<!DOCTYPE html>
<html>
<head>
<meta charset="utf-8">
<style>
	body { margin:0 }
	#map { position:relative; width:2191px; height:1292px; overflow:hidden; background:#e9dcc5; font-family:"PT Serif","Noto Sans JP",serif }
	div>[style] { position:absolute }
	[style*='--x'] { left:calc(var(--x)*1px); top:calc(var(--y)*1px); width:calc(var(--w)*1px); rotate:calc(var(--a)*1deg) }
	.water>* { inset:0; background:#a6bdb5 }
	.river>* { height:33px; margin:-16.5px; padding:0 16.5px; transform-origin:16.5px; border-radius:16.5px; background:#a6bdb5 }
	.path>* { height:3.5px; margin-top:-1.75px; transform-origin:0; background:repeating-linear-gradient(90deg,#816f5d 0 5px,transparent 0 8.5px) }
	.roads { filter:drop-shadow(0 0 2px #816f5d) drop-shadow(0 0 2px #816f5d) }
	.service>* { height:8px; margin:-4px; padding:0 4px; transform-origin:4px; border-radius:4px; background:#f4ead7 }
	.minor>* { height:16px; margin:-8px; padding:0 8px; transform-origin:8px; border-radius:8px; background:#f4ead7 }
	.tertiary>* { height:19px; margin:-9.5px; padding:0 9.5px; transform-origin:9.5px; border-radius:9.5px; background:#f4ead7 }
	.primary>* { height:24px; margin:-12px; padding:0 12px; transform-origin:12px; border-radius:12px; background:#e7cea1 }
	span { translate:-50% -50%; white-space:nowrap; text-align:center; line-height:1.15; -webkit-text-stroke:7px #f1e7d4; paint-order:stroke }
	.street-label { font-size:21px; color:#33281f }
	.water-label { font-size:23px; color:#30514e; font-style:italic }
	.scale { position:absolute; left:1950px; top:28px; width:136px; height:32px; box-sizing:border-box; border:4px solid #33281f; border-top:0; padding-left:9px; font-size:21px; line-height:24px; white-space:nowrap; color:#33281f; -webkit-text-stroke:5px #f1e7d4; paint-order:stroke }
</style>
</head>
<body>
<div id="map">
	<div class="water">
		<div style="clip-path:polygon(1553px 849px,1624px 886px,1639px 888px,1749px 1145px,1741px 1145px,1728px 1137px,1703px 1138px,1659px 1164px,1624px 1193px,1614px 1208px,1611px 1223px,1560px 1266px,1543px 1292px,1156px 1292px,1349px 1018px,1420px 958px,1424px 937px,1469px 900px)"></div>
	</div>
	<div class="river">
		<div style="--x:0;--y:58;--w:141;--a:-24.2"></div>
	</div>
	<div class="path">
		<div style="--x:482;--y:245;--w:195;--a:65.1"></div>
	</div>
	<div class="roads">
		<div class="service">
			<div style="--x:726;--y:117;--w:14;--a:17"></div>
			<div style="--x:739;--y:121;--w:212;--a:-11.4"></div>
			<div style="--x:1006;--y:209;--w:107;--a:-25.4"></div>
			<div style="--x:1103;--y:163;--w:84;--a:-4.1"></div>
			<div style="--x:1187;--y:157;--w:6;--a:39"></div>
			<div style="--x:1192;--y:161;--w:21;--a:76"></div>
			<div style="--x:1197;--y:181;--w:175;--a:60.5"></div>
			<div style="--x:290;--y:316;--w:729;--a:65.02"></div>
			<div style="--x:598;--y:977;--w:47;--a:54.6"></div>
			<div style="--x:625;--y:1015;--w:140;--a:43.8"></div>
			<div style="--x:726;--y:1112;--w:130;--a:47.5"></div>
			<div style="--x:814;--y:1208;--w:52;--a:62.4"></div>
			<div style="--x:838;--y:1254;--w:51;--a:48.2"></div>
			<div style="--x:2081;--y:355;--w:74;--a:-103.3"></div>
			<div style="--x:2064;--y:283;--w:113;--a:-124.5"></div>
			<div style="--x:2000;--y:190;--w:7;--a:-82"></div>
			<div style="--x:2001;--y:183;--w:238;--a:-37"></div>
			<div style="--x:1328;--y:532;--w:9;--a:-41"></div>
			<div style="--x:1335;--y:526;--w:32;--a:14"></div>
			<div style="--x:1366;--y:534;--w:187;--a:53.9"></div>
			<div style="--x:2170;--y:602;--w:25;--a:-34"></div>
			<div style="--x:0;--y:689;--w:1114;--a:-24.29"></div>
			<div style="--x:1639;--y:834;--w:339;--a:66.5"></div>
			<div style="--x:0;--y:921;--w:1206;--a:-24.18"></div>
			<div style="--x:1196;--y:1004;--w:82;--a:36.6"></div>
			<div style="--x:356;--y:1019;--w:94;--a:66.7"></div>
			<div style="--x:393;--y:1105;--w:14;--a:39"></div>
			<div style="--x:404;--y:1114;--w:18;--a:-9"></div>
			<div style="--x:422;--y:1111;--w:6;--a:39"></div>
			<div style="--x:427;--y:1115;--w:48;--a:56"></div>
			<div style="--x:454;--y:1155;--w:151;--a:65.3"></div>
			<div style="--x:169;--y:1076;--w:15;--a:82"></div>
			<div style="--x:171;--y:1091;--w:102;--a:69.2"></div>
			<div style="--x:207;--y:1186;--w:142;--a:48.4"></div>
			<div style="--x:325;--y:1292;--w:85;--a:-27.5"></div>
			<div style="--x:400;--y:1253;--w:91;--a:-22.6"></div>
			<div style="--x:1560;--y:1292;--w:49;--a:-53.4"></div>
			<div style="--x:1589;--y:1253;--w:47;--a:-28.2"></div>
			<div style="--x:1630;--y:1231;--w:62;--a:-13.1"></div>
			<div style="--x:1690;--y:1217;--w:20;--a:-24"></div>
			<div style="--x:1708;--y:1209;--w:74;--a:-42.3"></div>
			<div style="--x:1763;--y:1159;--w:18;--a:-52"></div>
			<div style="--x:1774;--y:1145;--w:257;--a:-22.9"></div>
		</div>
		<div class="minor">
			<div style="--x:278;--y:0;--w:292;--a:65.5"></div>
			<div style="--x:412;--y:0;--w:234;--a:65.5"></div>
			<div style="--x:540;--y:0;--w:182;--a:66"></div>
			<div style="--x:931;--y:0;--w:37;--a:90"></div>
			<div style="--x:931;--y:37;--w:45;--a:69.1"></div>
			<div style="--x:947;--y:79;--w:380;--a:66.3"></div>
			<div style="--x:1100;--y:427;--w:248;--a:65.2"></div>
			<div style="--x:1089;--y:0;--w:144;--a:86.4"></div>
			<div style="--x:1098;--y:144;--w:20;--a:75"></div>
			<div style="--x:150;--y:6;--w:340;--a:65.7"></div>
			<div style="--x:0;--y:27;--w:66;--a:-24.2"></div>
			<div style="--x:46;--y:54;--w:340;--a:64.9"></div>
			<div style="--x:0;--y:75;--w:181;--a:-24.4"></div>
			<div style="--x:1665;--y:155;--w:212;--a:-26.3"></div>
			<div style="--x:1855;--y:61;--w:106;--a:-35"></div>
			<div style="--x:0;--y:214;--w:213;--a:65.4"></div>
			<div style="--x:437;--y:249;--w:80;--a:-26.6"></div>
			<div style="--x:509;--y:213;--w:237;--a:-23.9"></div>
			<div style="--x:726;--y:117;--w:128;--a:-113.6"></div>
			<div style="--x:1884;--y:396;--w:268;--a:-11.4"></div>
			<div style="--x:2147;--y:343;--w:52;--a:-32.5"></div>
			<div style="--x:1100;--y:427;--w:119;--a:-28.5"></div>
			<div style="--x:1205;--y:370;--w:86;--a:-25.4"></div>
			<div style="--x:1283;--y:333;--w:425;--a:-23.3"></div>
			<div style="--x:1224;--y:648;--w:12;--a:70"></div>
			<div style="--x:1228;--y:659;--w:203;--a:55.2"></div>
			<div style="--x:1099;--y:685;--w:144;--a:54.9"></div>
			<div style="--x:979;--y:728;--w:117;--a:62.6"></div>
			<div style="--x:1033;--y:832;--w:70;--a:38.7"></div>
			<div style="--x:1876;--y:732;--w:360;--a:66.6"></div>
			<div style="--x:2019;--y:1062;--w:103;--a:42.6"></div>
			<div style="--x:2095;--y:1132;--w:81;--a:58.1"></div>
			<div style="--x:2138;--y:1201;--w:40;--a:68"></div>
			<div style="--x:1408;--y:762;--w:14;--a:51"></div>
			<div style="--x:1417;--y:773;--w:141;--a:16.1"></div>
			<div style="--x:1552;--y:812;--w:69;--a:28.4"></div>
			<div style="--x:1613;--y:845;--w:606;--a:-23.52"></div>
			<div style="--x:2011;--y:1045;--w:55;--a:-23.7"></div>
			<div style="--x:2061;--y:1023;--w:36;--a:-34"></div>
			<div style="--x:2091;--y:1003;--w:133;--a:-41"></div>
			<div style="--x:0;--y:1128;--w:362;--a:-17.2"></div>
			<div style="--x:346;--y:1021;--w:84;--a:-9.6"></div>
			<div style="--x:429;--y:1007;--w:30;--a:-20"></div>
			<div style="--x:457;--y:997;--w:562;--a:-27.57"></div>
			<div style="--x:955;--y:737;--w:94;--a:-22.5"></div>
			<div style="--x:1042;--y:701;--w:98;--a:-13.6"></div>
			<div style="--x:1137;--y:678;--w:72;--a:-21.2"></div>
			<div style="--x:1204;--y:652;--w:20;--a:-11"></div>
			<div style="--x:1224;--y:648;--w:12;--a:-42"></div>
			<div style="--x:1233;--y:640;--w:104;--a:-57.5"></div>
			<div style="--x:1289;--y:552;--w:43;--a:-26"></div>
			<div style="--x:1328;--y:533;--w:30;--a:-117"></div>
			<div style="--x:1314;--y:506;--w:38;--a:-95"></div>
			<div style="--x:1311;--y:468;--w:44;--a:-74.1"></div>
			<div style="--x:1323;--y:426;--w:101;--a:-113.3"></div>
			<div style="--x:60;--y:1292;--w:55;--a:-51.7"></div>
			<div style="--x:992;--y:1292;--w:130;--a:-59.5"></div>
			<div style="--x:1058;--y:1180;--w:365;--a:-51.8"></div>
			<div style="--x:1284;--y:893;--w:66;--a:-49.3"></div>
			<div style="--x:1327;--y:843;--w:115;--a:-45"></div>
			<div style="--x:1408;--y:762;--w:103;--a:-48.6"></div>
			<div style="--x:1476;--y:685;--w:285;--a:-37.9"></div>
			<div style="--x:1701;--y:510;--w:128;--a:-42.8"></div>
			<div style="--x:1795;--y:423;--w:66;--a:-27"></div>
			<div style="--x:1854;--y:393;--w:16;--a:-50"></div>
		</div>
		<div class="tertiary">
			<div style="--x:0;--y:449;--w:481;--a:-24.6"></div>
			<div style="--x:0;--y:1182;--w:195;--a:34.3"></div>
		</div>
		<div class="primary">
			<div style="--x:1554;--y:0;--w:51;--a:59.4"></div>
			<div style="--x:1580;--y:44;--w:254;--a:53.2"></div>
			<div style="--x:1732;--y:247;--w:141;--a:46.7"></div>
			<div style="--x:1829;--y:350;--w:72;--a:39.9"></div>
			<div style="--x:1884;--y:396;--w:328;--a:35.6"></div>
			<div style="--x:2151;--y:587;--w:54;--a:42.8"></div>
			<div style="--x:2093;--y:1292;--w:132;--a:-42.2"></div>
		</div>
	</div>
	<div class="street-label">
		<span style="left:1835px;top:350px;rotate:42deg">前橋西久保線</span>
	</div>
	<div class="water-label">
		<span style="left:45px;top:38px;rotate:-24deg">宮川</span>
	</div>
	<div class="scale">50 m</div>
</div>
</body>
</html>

_TO DO_
The answer must consist of every line from the records above that holds "service".

_WRITTEN SOLUTION_
	.service>* { height:8px; margin:-4px; padding:0 4px; transform-origin:4px; border-radius:4px; background:#f4ead7 }
		<div class="service">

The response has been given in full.